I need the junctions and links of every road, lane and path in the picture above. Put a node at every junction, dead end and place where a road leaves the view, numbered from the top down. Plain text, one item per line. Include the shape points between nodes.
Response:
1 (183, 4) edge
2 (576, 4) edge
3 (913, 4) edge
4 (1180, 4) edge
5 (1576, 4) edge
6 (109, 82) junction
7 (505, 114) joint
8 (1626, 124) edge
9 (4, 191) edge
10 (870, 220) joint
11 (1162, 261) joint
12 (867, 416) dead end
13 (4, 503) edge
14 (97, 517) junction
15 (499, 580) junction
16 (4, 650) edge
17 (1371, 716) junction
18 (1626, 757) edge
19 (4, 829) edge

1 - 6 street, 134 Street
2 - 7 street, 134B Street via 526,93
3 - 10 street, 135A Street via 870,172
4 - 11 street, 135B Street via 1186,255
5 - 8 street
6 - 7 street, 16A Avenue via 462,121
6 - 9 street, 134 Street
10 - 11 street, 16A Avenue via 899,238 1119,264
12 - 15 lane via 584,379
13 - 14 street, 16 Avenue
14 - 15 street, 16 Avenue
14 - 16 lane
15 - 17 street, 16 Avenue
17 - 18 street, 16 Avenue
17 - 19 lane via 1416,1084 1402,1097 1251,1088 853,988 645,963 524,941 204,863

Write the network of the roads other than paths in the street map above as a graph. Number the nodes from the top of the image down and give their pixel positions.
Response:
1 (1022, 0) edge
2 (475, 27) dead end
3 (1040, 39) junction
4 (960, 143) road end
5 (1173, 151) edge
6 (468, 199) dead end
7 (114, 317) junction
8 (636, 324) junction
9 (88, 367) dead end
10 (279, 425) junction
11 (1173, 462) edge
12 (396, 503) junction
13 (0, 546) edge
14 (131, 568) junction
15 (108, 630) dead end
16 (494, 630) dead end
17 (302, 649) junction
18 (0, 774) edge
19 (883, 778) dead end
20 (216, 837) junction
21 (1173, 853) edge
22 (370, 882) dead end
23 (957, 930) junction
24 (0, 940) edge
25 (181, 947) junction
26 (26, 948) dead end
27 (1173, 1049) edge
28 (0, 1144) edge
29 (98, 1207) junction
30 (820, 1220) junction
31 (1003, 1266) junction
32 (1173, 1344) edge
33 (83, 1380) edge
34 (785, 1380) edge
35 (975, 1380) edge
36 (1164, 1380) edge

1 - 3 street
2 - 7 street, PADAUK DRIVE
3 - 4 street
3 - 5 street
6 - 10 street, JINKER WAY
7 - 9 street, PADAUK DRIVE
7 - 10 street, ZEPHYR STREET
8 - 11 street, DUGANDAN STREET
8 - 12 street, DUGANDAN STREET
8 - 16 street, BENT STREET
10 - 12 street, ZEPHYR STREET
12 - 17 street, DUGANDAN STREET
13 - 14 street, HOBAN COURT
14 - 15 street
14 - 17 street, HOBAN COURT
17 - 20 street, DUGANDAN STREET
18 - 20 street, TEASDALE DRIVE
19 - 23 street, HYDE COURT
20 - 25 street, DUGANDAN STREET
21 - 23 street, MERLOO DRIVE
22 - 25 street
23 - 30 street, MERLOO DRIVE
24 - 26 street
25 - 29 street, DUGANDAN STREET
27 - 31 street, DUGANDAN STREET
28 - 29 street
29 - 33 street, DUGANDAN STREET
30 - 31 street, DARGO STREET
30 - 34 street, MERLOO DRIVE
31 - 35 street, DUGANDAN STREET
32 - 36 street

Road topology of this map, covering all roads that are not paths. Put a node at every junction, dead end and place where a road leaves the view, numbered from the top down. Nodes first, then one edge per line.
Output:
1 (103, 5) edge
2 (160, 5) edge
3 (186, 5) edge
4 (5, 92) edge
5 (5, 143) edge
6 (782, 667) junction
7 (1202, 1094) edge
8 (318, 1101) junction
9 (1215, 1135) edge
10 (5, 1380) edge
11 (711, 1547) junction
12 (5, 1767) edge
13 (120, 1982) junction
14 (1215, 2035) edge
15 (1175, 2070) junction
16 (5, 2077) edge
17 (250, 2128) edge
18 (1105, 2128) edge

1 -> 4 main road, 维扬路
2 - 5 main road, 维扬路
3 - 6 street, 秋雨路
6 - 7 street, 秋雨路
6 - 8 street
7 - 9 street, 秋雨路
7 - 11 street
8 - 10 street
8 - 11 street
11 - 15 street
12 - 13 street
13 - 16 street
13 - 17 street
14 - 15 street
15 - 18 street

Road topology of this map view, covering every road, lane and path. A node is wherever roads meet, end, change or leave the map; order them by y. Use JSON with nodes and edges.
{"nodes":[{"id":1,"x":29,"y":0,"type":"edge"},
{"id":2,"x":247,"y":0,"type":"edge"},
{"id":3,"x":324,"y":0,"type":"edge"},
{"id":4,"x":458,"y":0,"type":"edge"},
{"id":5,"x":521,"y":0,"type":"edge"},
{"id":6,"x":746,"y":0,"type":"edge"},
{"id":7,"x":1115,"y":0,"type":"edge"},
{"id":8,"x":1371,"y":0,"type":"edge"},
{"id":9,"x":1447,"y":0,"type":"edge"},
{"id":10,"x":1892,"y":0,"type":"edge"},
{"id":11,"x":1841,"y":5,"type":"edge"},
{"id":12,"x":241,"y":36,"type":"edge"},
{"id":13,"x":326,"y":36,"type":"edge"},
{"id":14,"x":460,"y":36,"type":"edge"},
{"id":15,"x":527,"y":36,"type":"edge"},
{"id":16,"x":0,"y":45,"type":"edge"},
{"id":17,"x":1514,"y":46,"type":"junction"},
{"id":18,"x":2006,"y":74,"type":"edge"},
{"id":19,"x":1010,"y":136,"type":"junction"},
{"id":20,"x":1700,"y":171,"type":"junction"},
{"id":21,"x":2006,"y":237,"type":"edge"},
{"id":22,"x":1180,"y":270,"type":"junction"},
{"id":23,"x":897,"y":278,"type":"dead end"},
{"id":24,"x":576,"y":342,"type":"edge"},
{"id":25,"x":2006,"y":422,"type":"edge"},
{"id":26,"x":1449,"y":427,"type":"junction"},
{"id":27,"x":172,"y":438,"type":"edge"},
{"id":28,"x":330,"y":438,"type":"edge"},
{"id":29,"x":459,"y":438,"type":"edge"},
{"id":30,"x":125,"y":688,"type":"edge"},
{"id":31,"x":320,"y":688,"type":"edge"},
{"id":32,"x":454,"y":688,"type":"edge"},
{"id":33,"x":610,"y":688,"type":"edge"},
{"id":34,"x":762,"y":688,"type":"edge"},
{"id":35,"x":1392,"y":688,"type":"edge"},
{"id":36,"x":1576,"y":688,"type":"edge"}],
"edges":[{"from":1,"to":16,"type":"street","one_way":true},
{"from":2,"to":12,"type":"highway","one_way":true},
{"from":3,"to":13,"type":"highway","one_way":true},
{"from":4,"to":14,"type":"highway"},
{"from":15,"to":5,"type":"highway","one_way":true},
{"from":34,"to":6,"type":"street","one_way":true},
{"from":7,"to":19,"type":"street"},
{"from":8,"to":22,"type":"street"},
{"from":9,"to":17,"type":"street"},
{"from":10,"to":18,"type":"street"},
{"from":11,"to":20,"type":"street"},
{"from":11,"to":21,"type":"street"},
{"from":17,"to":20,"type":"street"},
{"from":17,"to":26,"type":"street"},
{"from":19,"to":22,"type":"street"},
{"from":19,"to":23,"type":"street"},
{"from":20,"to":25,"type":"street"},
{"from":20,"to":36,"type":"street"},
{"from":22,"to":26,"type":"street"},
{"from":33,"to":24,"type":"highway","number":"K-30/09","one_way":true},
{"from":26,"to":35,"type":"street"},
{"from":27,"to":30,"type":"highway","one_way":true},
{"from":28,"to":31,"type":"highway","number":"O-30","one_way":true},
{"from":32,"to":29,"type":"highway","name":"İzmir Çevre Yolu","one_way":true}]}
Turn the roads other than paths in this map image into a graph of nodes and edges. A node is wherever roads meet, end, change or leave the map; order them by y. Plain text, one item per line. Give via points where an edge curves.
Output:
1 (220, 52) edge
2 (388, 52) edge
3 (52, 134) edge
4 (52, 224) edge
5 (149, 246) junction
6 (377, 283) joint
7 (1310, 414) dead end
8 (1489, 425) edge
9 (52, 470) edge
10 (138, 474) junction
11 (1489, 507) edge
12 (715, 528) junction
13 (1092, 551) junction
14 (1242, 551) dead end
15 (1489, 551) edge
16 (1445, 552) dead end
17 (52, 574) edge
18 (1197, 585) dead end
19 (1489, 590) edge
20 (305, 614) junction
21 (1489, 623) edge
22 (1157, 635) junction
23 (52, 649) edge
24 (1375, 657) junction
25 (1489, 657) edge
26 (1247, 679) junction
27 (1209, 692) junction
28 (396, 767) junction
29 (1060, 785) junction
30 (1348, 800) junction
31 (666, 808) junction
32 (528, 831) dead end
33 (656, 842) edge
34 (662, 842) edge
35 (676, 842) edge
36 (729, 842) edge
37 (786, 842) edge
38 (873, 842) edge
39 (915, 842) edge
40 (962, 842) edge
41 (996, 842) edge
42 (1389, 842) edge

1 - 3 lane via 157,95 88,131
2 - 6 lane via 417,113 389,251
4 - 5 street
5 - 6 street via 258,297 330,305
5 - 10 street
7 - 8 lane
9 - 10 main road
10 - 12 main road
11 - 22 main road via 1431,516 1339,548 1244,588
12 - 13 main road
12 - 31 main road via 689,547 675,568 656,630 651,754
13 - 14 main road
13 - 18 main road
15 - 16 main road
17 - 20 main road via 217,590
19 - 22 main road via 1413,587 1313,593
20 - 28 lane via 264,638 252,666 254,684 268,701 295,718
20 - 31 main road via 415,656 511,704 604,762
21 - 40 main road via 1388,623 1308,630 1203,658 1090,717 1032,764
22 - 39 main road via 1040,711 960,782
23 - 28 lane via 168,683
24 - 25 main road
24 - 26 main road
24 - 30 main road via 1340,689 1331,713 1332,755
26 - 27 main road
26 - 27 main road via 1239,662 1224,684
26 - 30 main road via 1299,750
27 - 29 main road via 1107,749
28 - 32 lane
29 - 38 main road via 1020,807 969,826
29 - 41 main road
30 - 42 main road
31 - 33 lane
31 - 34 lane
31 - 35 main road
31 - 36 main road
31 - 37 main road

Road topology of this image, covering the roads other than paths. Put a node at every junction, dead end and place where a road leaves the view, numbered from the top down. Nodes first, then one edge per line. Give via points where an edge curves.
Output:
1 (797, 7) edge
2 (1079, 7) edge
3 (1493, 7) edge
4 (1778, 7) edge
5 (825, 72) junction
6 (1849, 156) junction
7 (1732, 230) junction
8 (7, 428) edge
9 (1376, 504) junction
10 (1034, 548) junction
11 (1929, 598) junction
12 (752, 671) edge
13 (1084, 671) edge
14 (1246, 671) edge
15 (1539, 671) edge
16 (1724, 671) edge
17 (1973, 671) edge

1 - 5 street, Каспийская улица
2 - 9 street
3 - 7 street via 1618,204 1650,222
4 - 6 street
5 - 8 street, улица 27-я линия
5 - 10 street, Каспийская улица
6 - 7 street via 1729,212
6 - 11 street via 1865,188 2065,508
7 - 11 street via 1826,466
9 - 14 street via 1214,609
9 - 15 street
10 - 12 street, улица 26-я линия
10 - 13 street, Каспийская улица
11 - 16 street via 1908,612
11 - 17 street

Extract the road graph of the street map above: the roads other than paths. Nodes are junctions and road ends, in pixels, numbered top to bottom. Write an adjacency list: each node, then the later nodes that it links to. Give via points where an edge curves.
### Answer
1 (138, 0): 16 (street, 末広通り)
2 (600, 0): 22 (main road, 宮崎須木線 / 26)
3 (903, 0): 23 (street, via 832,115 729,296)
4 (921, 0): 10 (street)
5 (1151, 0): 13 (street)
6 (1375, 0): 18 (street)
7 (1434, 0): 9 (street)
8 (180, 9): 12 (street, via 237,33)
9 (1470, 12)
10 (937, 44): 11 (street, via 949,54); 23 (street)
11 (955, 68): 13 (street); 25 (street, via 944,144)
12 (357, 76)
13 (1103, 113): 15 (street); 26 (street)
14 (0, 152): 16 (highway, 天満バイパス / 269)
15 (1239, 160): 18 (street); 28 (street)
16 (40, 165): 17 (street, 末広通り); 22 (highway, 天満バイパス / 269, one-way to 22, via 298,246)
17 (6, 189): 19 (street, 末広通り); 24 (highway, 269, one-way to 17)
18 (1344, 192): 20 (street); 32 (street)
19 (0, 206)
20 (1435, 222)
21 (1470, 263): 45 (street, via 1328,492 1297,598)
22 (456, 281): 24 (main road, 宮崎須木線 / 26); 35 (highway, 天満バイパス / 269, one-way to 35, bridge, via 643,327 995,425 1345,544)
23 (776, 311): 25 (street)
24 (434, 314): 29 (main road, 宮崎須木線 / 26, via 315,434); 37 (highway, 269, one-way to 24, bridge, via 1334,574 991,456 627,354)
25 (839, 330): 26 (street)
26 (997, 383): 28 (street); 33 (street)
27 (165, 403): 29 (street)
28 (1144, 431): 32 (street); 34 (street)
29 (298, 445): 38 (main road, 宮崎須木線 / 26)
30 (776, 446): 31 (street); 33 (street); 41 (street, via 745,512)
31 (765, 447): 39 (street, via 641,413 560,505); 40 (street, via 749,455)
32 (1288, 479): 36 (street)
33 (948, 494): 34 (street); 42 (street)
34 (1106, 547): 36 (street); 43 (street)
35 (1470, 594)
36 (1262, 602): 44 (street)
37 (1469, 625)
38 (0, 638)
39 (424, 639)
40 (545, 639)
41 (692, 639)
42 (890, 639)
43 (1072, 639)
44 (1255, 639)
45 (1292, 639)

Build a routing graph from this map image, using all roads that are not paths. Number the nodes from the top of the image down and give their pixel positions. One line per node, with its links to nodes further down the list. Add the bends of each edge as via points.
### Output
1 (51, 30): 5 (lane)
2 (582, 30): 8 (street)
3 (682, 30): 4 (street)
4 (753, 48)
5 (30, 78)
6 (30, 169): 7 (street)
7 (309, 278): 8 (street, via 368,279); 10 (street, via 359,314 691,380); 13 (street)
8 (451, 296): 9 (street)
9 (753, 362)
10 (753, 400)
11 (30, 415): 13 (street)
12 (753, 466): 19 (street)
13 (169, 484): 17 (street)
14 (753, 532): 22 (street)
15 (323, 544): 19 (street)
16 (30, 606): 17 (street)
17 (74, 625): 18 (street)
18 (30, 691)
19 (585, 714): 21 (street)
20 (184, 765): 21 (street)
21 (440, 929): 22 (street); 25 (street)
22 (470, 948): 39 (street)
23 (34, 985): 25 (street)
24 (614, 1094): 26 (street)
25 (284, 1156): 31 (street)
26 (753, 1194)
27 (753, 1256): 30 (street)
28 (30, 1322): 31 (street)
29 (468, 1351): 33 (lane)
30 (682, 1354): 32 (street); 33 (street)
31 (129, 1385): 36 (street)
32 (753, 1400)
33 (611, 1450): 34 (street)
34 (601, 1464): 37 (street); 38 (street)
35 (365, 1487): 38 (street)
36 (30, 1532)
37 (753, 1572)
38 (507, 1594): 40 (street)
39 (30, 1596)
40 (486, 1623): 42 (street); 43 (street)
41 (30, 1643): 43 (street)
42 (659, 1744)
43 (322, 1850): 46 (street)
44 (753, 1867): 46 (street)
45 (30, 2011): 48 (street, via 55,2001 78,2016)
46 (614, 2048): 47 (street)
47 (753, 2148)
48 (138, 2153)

________

WHAT THIS TASK INVOLVES
Only the lines containing "place" are needed; pull them out of the listing.

REPLY
I need the junctions and links of every road, lane and path in the picture above. Put a node at every junction, dead end and place where a road leaves the view, numbered from the top down. Plain text, one item per line. Include the shape points between nodes.
Road topology of this map, covering all roads that are not paths. Put a node at every junction, dead end and place where a road leaves the view, numbered from the top down. Nodes first, then one edge per line.
Road topology of this image, covering the roads other than paths. Put a node at every junction, dead end and place where a road leaves the view, numbered from the top down. Nodes first, then one edge per line. Give via points where an edge curves.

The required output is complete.